Vasilisa had mourned for centuries even as she’d perpetuated the curse.

Anna guarded against the hollow ache in her chest and the supreme pain of losing her red wolf when she channeled the power she needed with her hands. The better to keep from unleashing too much, too soon, too harshly. She was learning. The flare she radiated outward toward the pack all around them was too powerful. The impact of green energy when it hit the trees shook the whole dark wood and rebounded back to her hands, sending her to her knees.

Her ears rang with the implosion of power as she desperately sent it back into the Ether.

Chapter 3

When the ringing faded away, she was left in utter silence.

The wolves were gone.

All the wolves were gone.

Anna opened her clenched eyelids. She’d landed hard. The pain had brought tears to her eyes. She blinked the stinging moisture from her lashes as she looked around the empty clearing.
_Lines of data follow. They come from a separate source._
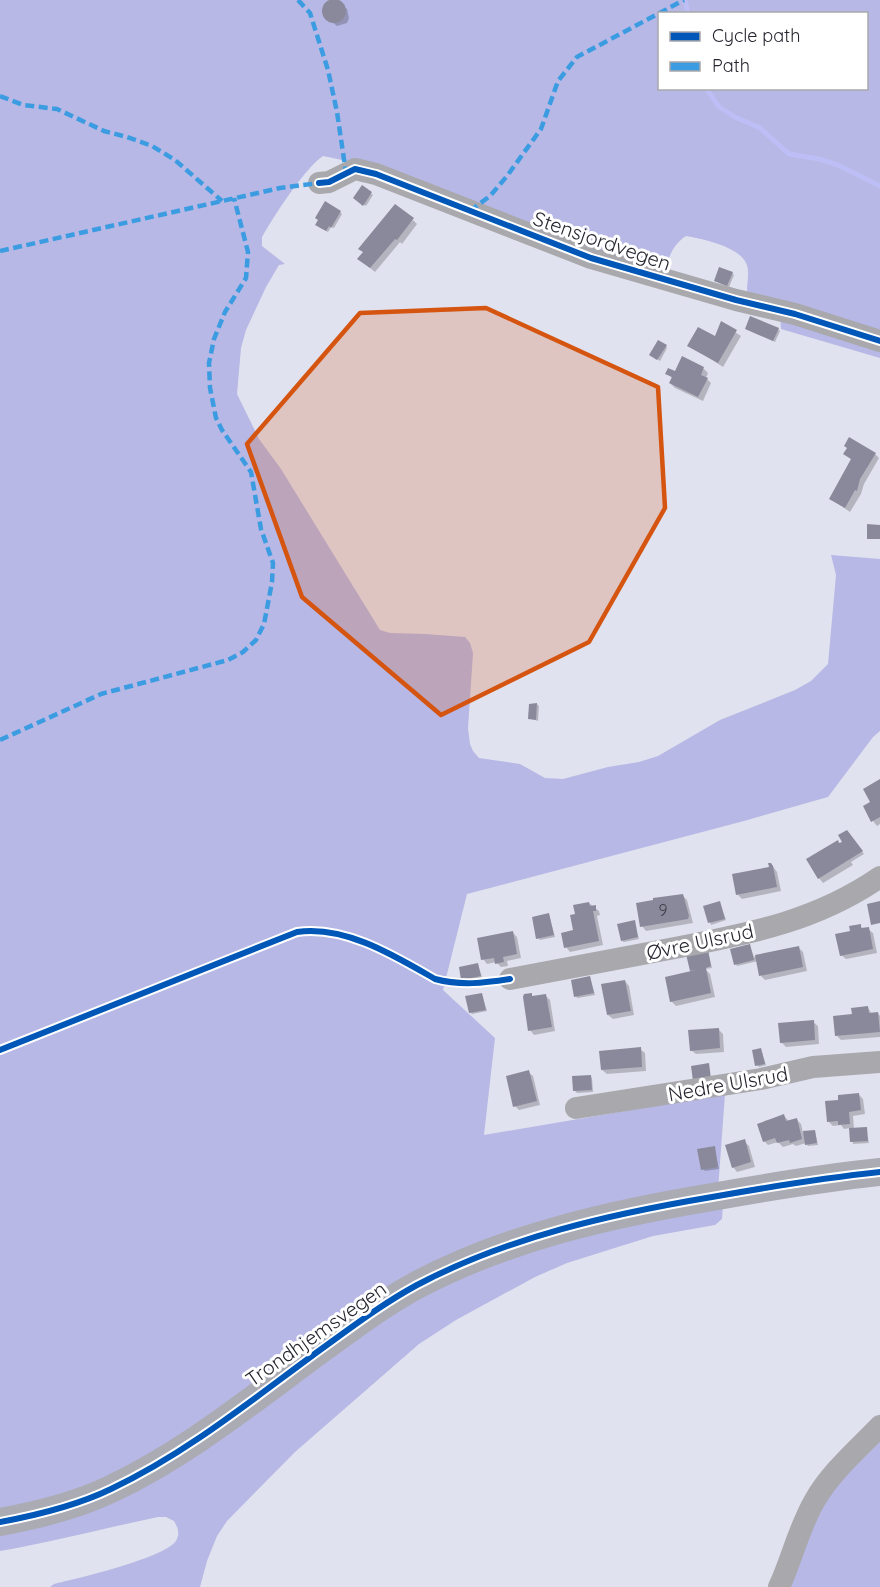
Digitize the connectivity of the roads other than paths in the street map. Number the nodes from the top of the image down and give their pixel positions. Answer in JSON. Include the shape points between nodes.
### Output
{"nodes":[{"id":1,"x":319,"y":183,"type":"dead end"},
{"id":2,"x":880,"y":341,"type":"edge"},
{"id":3,"x":880,"y":877,"type":"edge"},
{"id":4,"x":510,"y":979,"type":"dead end"},
{"id":5,"x":880,"y":1062,"type":"edge"},
{"id":6,"x":576,"y":1108,"type":"dead end"},
{"id":7,"x":880,"y":1172,"type":"edge"},
{"id":8,"x":880,"y":1426,"type":"edge"},
{"id":9,"x":0,"y":1522,"type":"edge"},
{"id":10,"x":778,"y":1587,"type":"edge"}],
"edges":[{"from":1,"to":2,"type":"street","name":"Stensjordvegen","via":[[355,169],[376,174],[591,258]]},
{"from":3,"to":4,"type":"street","name":"Øvre Ulsrud","via":[[803,918],[741,935]]},
{"from":5,"to":6,"type":"street","name":"Nedre Ulsrud","via":[[813,1067]]},
{"from":7,"to":9,"type":"main road","name":"Trondhjemsvegen","via":[[663,1205],[578,1225],[481,1255],[373,1311],[182,1449],[111,1489],[74,1505]]},
{"from":8,"to":10,"type":"street","via":[[815,1499]]}]}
The white wolf was nowhere to be seen.

“What have you done?” Soren asked accusingly. He was still on his feet only because he was incredibly strong. His muscular legs were planted and dug into the packed earth of the pathway where the impact of her energy had sent him backward several feet. “Lev!” he shouted. “Lev!”

There was no reply.

“I didn’t mean to send him away, too. I was aiming for the pack,” Anna said. She looked around and reached for her gloves. She shakily pulled them onto her hands as she rose to her feet on wobbly knees. “I still have a lot to learn.”

“You went with her. You willingly became her pupil. After all she’s done,” Soren ground out between gritted teeth. “And now you’re using the Ether. You’re using power you can’t control.”